EXERCISE GOAL ->
What is needed is an exact copy of the listing, with no pictures in it.

□ □ □

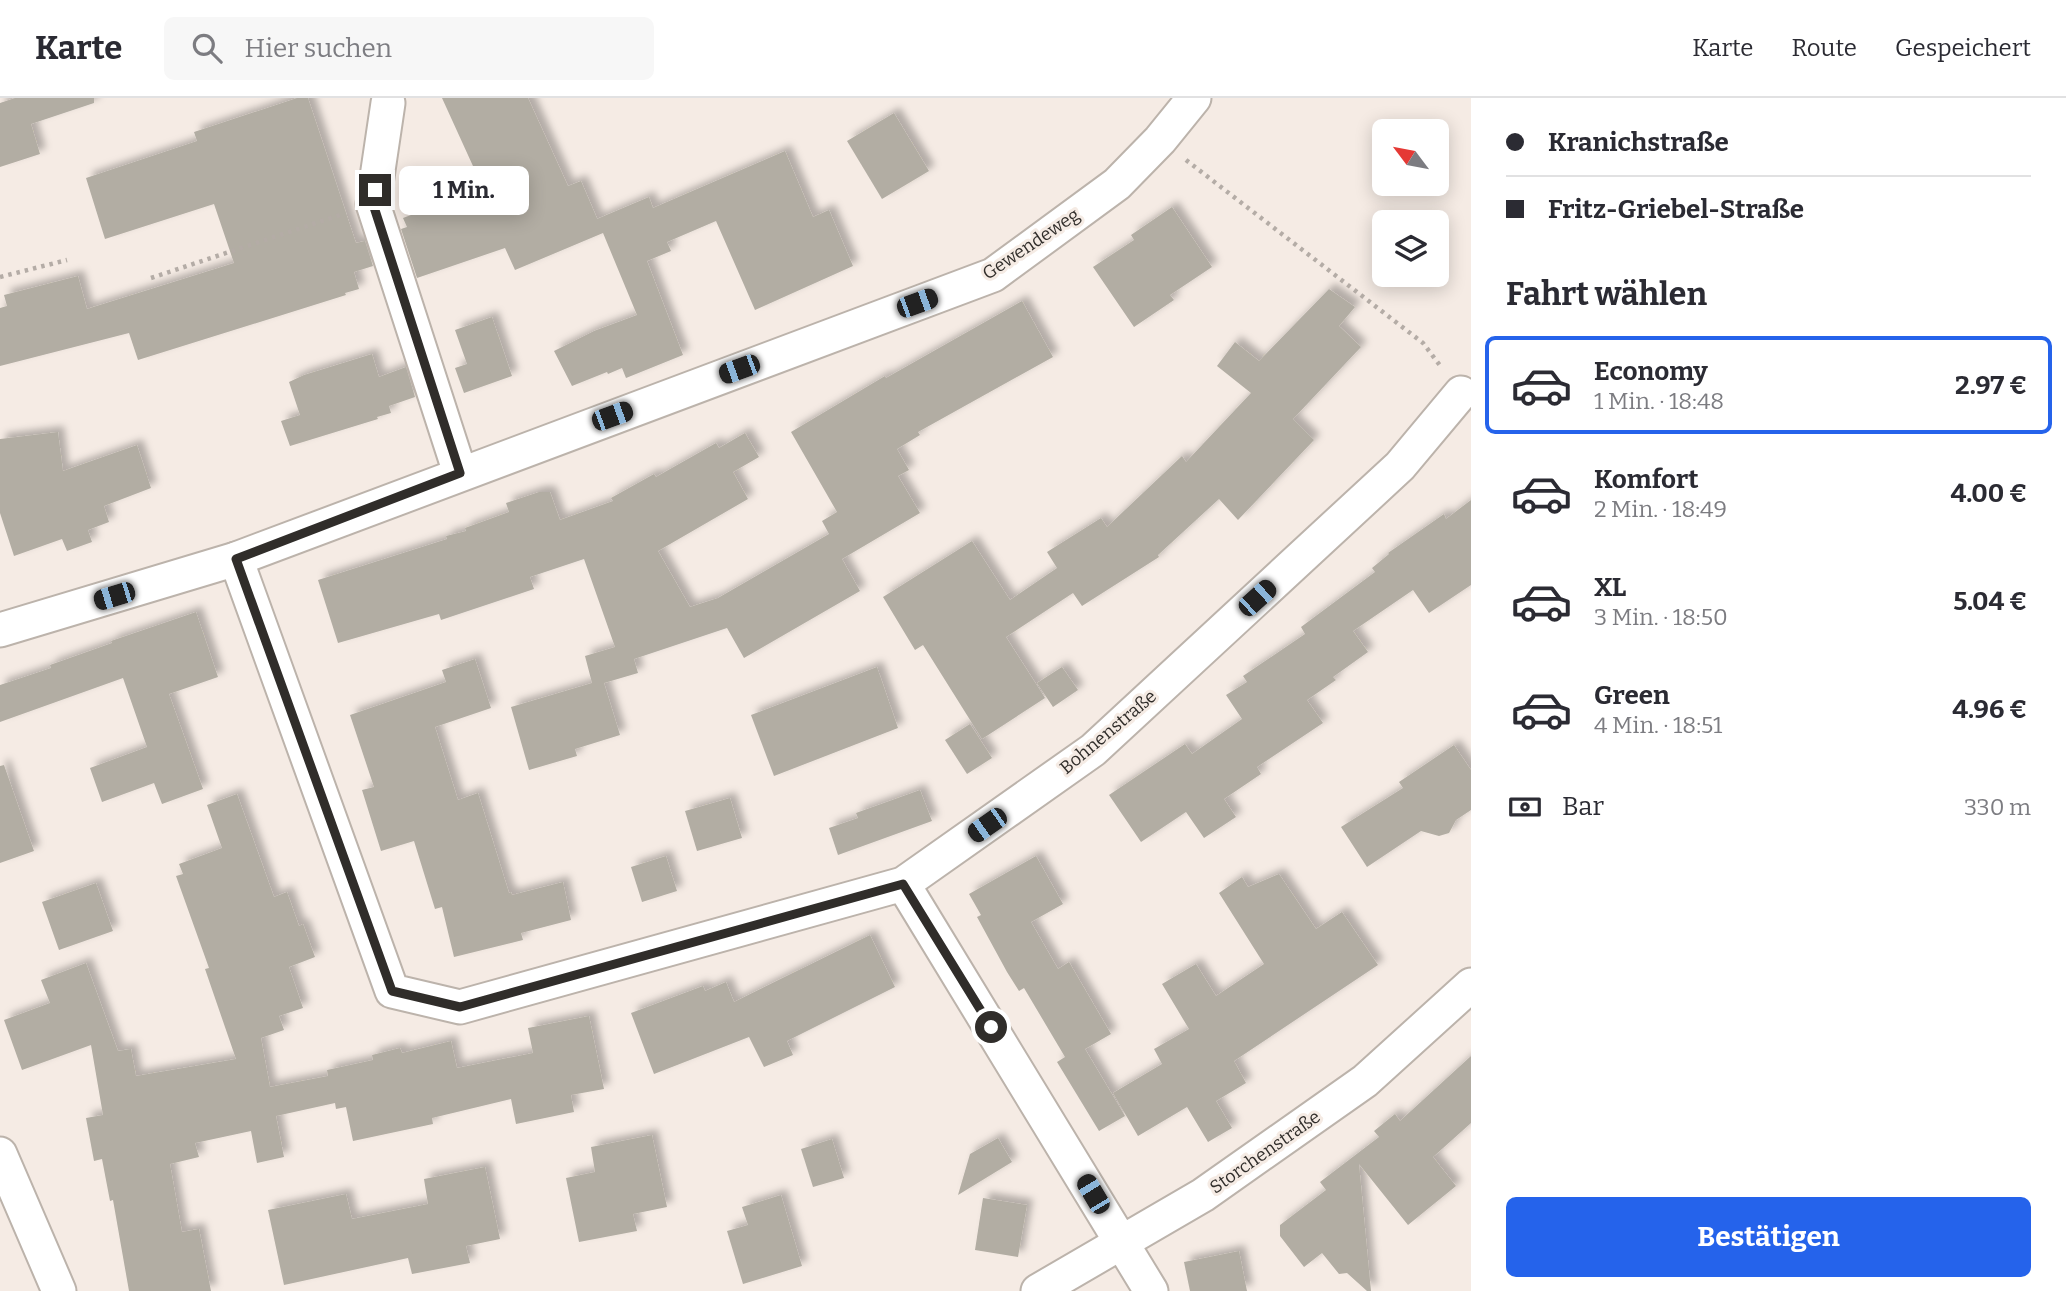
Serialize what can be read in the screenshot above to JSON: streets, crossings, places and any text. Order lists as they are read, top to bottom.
{
  "streets": {
    "street": ["Gewendeweg", "Bohnenstraße", "Storchenstraße"]
  },
  "crossings": [
    ["Gewendeweg", "Bohnenstraße"]
  ],
  "north": "top left",
  "page": {
    "header": "Karte",
    "search": "Hier suchen",
    "nav": ["Karte", "Route", "Gespeichert"],
    "banner": ["Kranichstraße", "Fritz-Griebel-Straße"],
    "bubble": "1 Min.",
    "heading": "Fahrt wählen",
    "list": [
      {
        "name": "Economy",
        "note": "1 Min. · 18:48",
        "value": "2.97 €"
      },
      {
        "name": "Komfort",
        "note": "2 Min. · 18:49",
        "value": "4.00 €"
      },
      {
        "name": "XL",
        "note": "3 Min. · 18:50",
        "value": "5.04 €"
      },
      {
        "name": "Green",
        "note": "4 Min. · 18:51",
        "value": "4.96 €"
      }
    ],
    "pay": ["Bar", "330 m"],
    "buttons": "Bestätigen"
  }
}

□ □ □

ANSWER TO THIS TASK ->
Serialize what can be read in the screenshot above to JSON: streets, crossings, places and any text. Order lists as they are read, top to bottom.
{
  "streets": {
    "street": ["Gewendeweg", "Bohnenstraße", "Storchenstraße"]
  },
  "crossings": [
    ["Gewendeweg", "Bohnenstraße"]
  ],
  "north": "top left",
  "page": {
    "header": "Karte",
    "search": "Hier suchen",
    "nav": ["Karte", "Route", "Gespeichert"],
    "banner": ["Kranichstraße", "Fritz-Griebel-Straße"],
    "bubble": "1 Min.",
    "heading": "Fahrt wählen",
    "list": [
      {
        "name": "Economy",
        "note": "1 Min. · 18:48",
        "value": "2.97 €"
      },
      {
        "name": "Komfort",
        "note": "2 Min. · 18:49",
        "value": "4.00 €"
      },
      {
        "name": "XL",
        "note": "3 Min. · 18:50",
        "value": "5.04 €"
      },
      {
        "name": "Green",
        "note": "4 Min. · 18:51",
        "value": "4.96 €"
      }
    ],
    "pay": ["Bar", "330 m"],
    "buttons": "Bestätigen"
  }
}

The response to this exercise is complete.